UEFA mariquinhas
A sanção aplicada pela Comissão de Controlo, Ética e Disciplina da UEFA, ao jogador do Benfica, Prestianni, toca o insólito, com contornos de bizarria.
Prestianni terá chamado "maricon" a Vinícius Júnior, e as palavras foram enquadradas no estatuído no Art.º 14.º do regulamento disciplinar da UEFA, que tem como título "Racismo e outras condutas discriminatórias".
Colocar uma picardia entre jogadores ao mesmo nível do racismo ou de outras formas de discriminação racial é absolutamente desproporcionado e atenta contra o espírito da própria norma.
O racismo, em todas as suas formas, deve ser severamente penalizado, porque é a antítese do futebol. Futebol é o desporto onde cada um procura a superação, desafia-se a si próprio a encontrar mais dentro de si, sem esquecer que o seu valor só é útil quando colocado ao serviço de uma equipa. Equipa que tem mais 10, independentemente da cor, raça ou convicções religiosas.
A submissão que cada um tem de fazer ao fim maior, que é a equipa, exige respeito e camaradagem, por isso qualquer ofensa ao próximo é uma ofensa ao Futebol.
Mas, manda o bom senso, a experiência e a sensatez, que se saiba diferenciar uma ofensa de uma picardia. Estádio sem palavrões seria outra coisa qualquer, mas não seria um estádio de futebol.

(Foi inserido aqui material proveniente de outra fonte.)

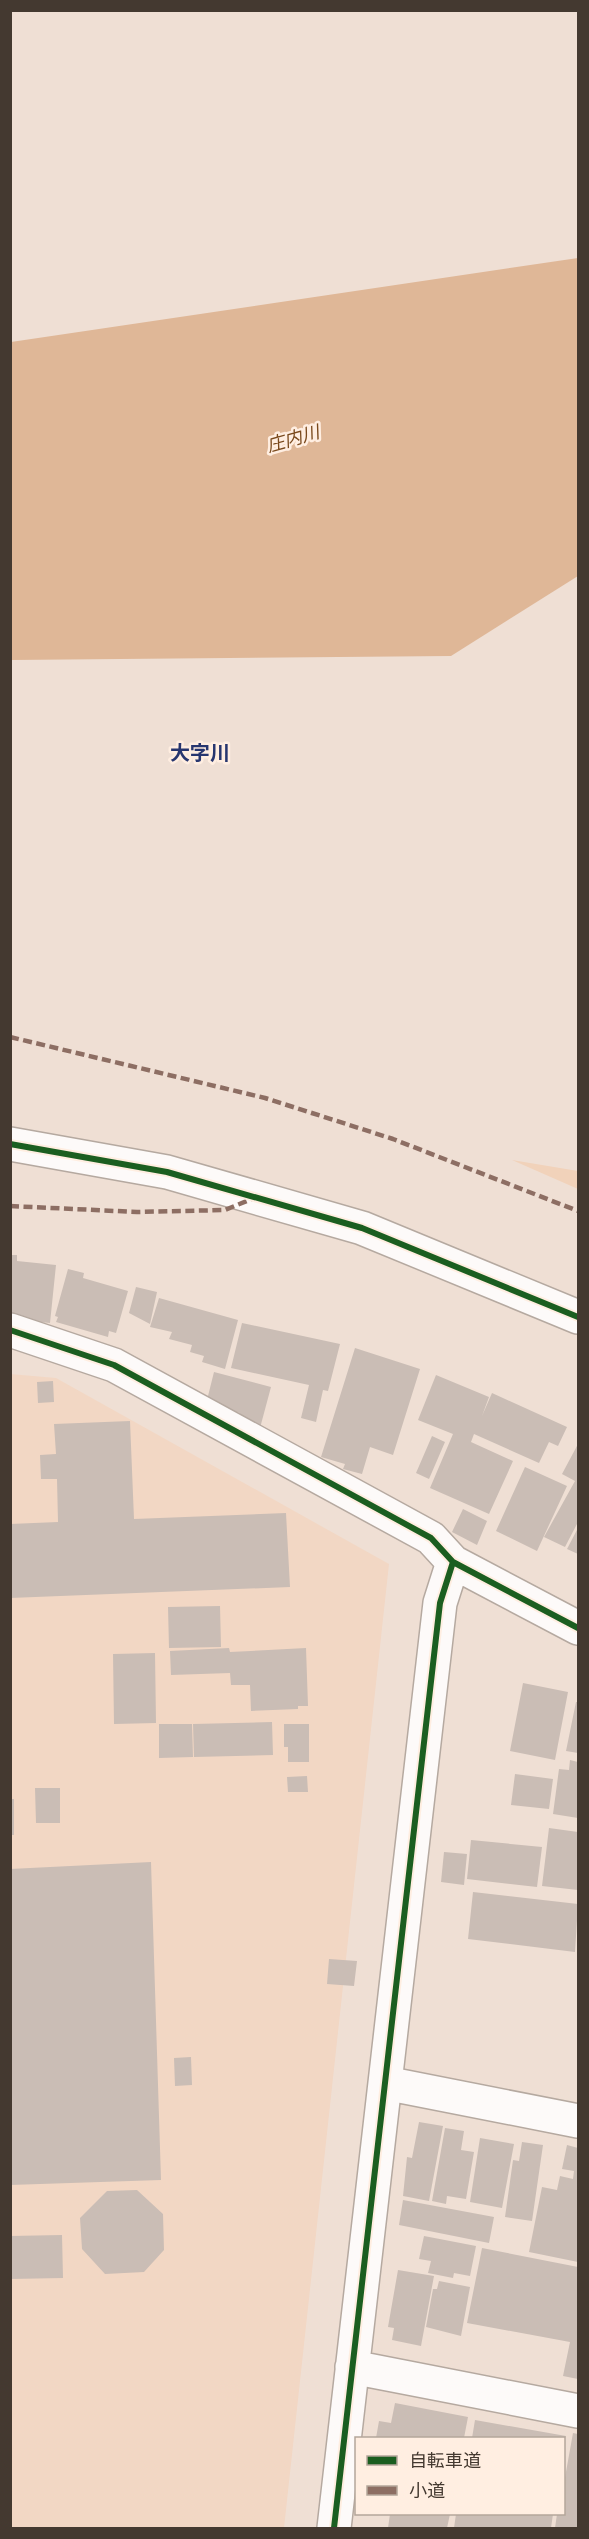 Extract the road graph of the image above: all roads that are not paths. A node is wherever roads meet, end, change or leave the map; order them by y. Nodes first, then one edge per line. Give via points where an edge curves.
1 (10, 1144) edge
2 (579, 1317) edge
3 (10, 1330) edge
4 (453, 1562) junction
5 (579, 1628) edge
6 (385, 2083) junction
7 (579, 2121) edge
8 (352, 2367) junction
9 (579, 2411) edge
10 (334, 2529) edge

1 - 2 street via 167,1172 362,1228
3 - 4 street via 114,1365 431,1538
4 - 5 street
4 - 6 street via 440,1603
6 - 7 street
6 - 8 street
8 - 9 street
8 - 10 street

Se os árbitros tivessem o melindre do jogador Vinícius Júnior, não existiriam juízes para arbitrar os jogos. Deverá ser difícil encontrar, na história do futebol, um jogo onde o árbitro não tenha recebido uma colecção de impropérios dirigidos a ele e a toda a família até ao terceiro grau.

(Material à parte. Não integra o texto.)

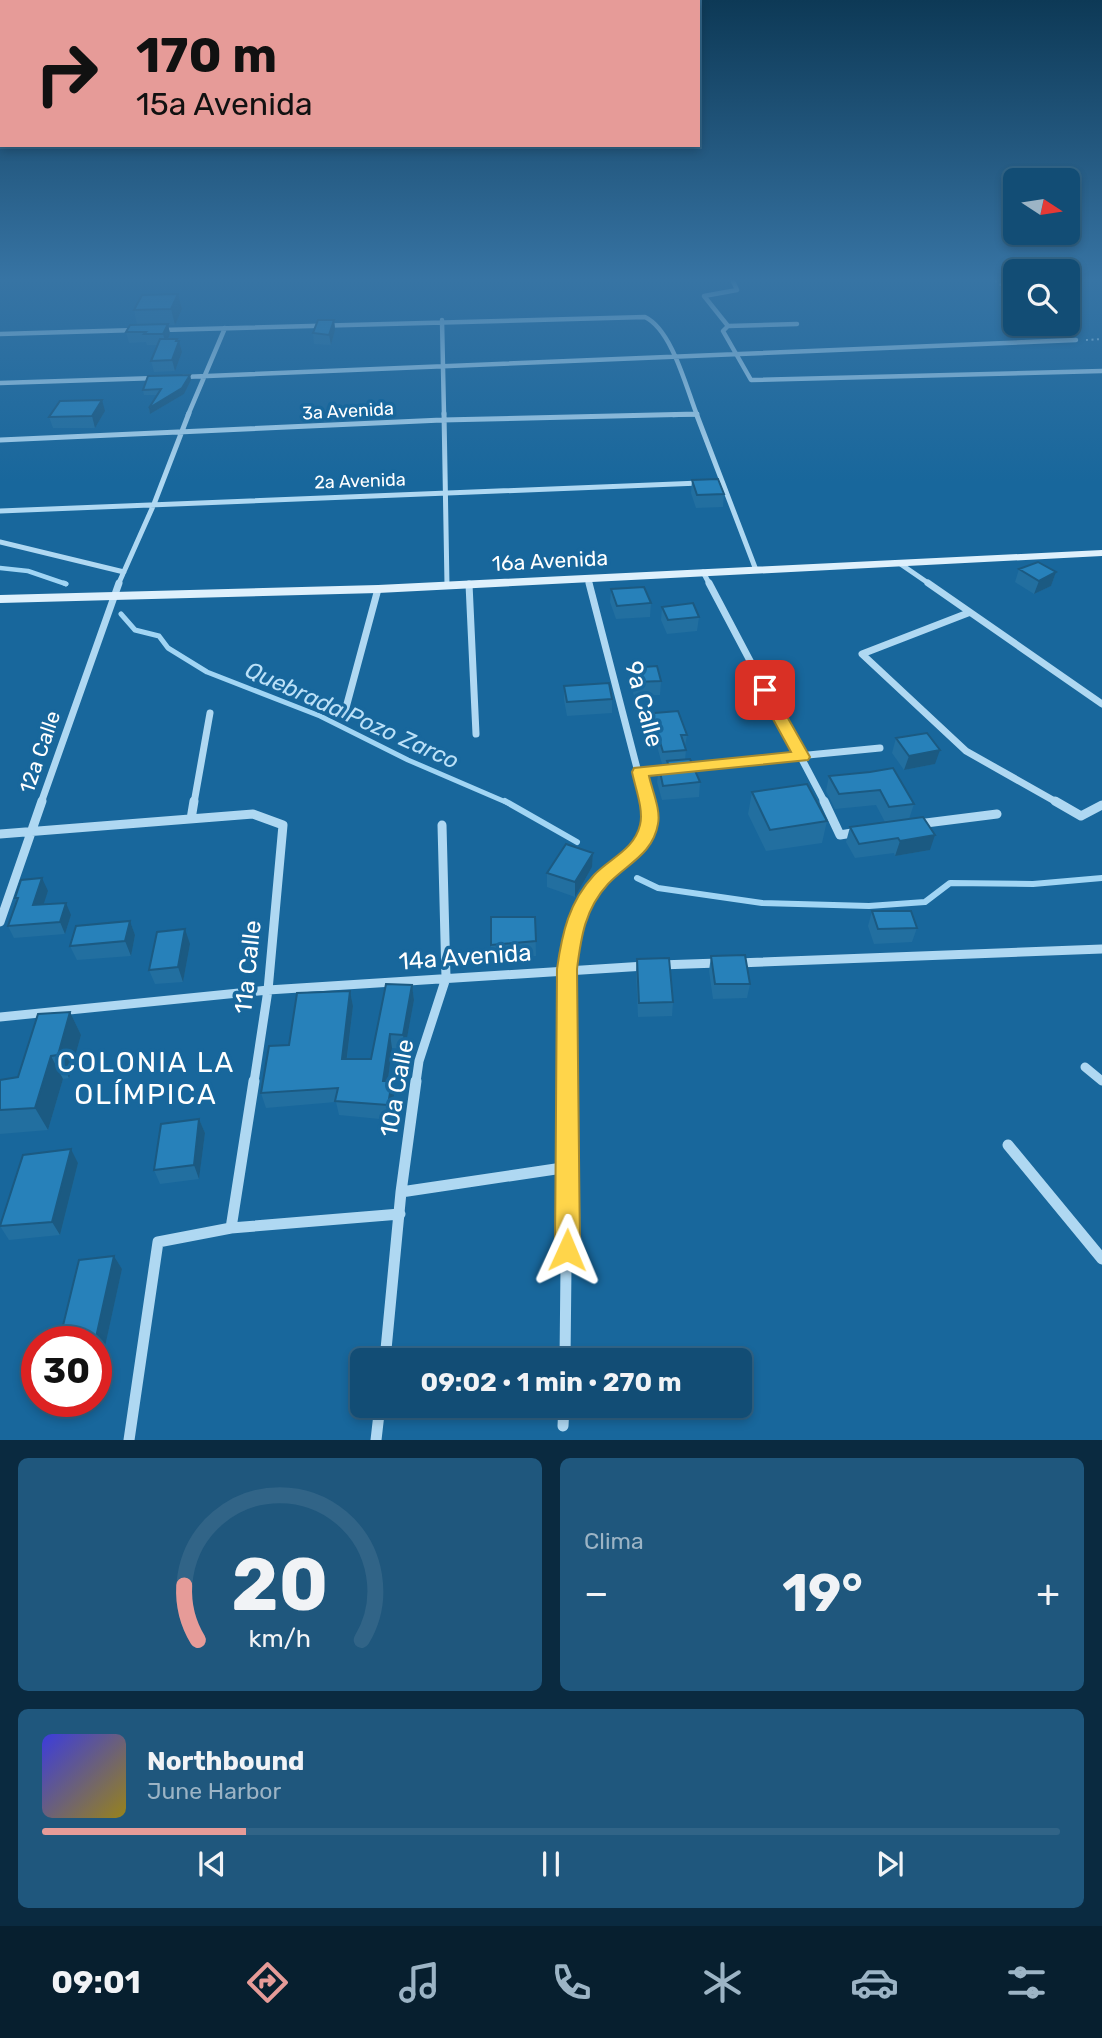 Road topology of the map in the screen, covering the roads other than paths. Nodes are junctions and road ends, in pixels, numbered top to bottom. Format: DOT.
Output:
graph roads {
  1 [pos="216,348"];
  2 [pos="443,348"];
  3 [pos="670,348"];
  4 [pos="733,348"];
  5 [pos="877,348"];
  6 [pos="736,354"];
  7 [pos="675,358"];
  8 [pos="443,367"];
  9 [pos="1102,371"];
  10 [pos="204,376"];
  11 [pos="163,377"];
  12 [pos="176,377"];
  13 [pos="0,383"];
  14 [pos="697,414"];
  15 [pos="442,420"];
  16 [pos="180,433"];
  17 [pos="0,440"];
  18 [pos="722,483"];
  19 [pos="444,492"];
  20 [pos="154,504"];
  21 [pos="0,511"];
  22 [pos="0,542"];
  23 [pos="1102,553"];
  24 [pos="899,563"];
  25 [pos="756,570"];
  26 [pos="124,572"];
  27 [pos="703,572"];
  28 [pos="588,578"];
  29 [pos="468,584"];
  30 [pos="447,585"];
  31 [pos="378,589"];
  32 [pos="114,594"];
  33 [pos="0,599"];
  34 [pos="968,613"];
  35 [pos="1102,704"];
  36 [pos="209,713"];
  37 [pos="344,715"];
  38 [pos="477,734"];
  39 [pos="880,748"];
  40 [pos="802,757"];
  41 [pos="640,772"];
  42 [pos="1102,805"];
  43 [pos="997,814"];
  44 [pos="191,819"];
  45 [pos="442,825"];
  46 [pos="905,826"];
  47 [pos="866,831"];
  48 [pos="31,832"];
  49 [pos="0,834"];
  50 [pos="0,922"];
  51 [pos="1102,949"];
  52 [pos="567,969"];
  53 [pos="446,978"];
  54 [pos="268,990"];
  55 [pos="0,1017"];
  56 [pos="1085,1067"];
  57 [pos="1102,1081"];
  58 [pos="1008,1145"];
  59 [pos="569,1167"];
  60 [pos="401,1192"];
  61 [pos="400,1214"];
  62 [pos="231,1228"];
  63 [pos="1102,1259"];
  64 [pos="385,1348"];
  65 [pos="565,1348"];
  66 [pos="379,1418"];
  67 [pos="563,1418"];
  68 [pos="563,1426"];
  69 [pos="129,1440"];
  70 [pos="376,1440"];
  1 -- 10 [label="street, 12a Calle"];
  2 -- 8 [label="street"];
  3 -- 7 [label="street"];
  4 -- 6 [label="street"];
  5 -- 6 [label="street"];
  6 -- 7 [label="street"];
  6 -- 9 [label="street"];
  7 -- 8 [label="street"];
  7 -- 14 [label="street"];
  8 -- 10 [label="street"];
  8 -- 15 [label="street"];
  10 -- 12 [label="street"];
  10 -- 16 [label="street, 12a Calle"];
  11 -- 13 [label="street"];
  14 -- 15 [label="street, 3a Avenida"];
  14 -- 18 [label="street"];
  15 -- 16 [label="street, 3a Avenida"];
  15 -- 19 [label="street"];
  16 -- 17 [label="street, 3a Avenida"];
  16 -- 20 [label="street, 12a Calle"];
  18 -- 19 [label="street, 2a Avenida"];
  18 -- 25 [label="street"];
  19 -- 20 [label="street, 2a Avenida"];
  19 -- 30 [label="street"];
  20 -- 21 [label="street, 2a Avenida"];
  20 -- 26 [label="street, 12a Calle"];
  22 -- 26 [label="street"];
  23 -- 24 [label="street, 16a Avenida"];
  24 -- 25 [label="street, 16a Avenida"];
  24 -- 34 [label="street"];
  25 -- 27 [label="street, 16a Avenida"];
  26 -- 32 [label="street, 12a Calle"];
  27 -- 28 [label="street, 16a Avenida"];
  27 -- 40 [label="street"];
  28 -- 29 [label="street, 16a Avenida"];
  28 -- 41 [label="street, 9a Calle"];
  29 -- 30 [label="street, 16a Avenida"];
  29 -- 38 [label="street"];
  30 -- 31 [label="street, 16a Avenida"];
  31 -- 32 [label="street, 16a Avenida"];
  31 -- 37 [label="street"];
  32 -- 33 [label="street, 16a Avenida"];
  32 -- 48 [label="street, 12a Calle"];
  34 -- 35 [label="street"];
  34 -- 42 [label="street"];
  36 -- 44 [label="street"];
  39 -- 40 [label="street"];
  40 -- 41 [label="street"];
  40 -- 47 [label="street"];
  41 -- 52 [label="street, 9a Calle"];
  43 -- 46 [label="street"];
  44 -- 48 [label="street"];
  44 -- 54 [label="street, 11a Calle"];
  45 -- 53 [label="street, 10a Calle"];
  48 -- 49 [label="street"];
  48 -- 50 [label="street, 12a Calle"];
  51 -- 52 [label="street, 14a Avenida"];
  52 -- 53 [label="street, 14a Avenida"];
  52 -- 59 [label="street, 9a Calle"];
  53 -- 54 [label="street, 14a Avenida"];
  53 -- 60 [label="street, 10a Calle"];
  54 -- 55 [label="street, 14a Avenida"];
  54 -- 62 [label="street, 11a Calle"];
  56 -- 57 [label="street"];
  58 -- 63 [label="street"];
  59 -- 60 [label="street"];
  59 -- 65 [label="street, 9a Calle"];
  60 -- 61 [label="street, 10a Calle"];
  61 -- 62 [label="street"];
  61 -- 64 [label="street, 10a Calle"];
  62 -- 69 [label="street"];
  66 -- 70 [label="street"];
  67 -- 68 [label="street"];
}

Por isso, o que numa relação interpessoal poderia ser ofensivo, num jogo de futebol perde toda a gravidade.
Num estádio, a pessoa deixa de se sentir "um indivíduo" e passa para a condição de "adepto", a sentir-se parte de um grupo enorme. O anonimato reduz o sentido de responsabilidade pessoal. É mais fácil insultar quando ninguém sabe quem foi.
É a lógica tribal a proporcionar a catarse.
Seria bom que a UEFA percebesse melhor a essência do futebol e abandonasse um fundamentalismo de género absolutamente inapropriado.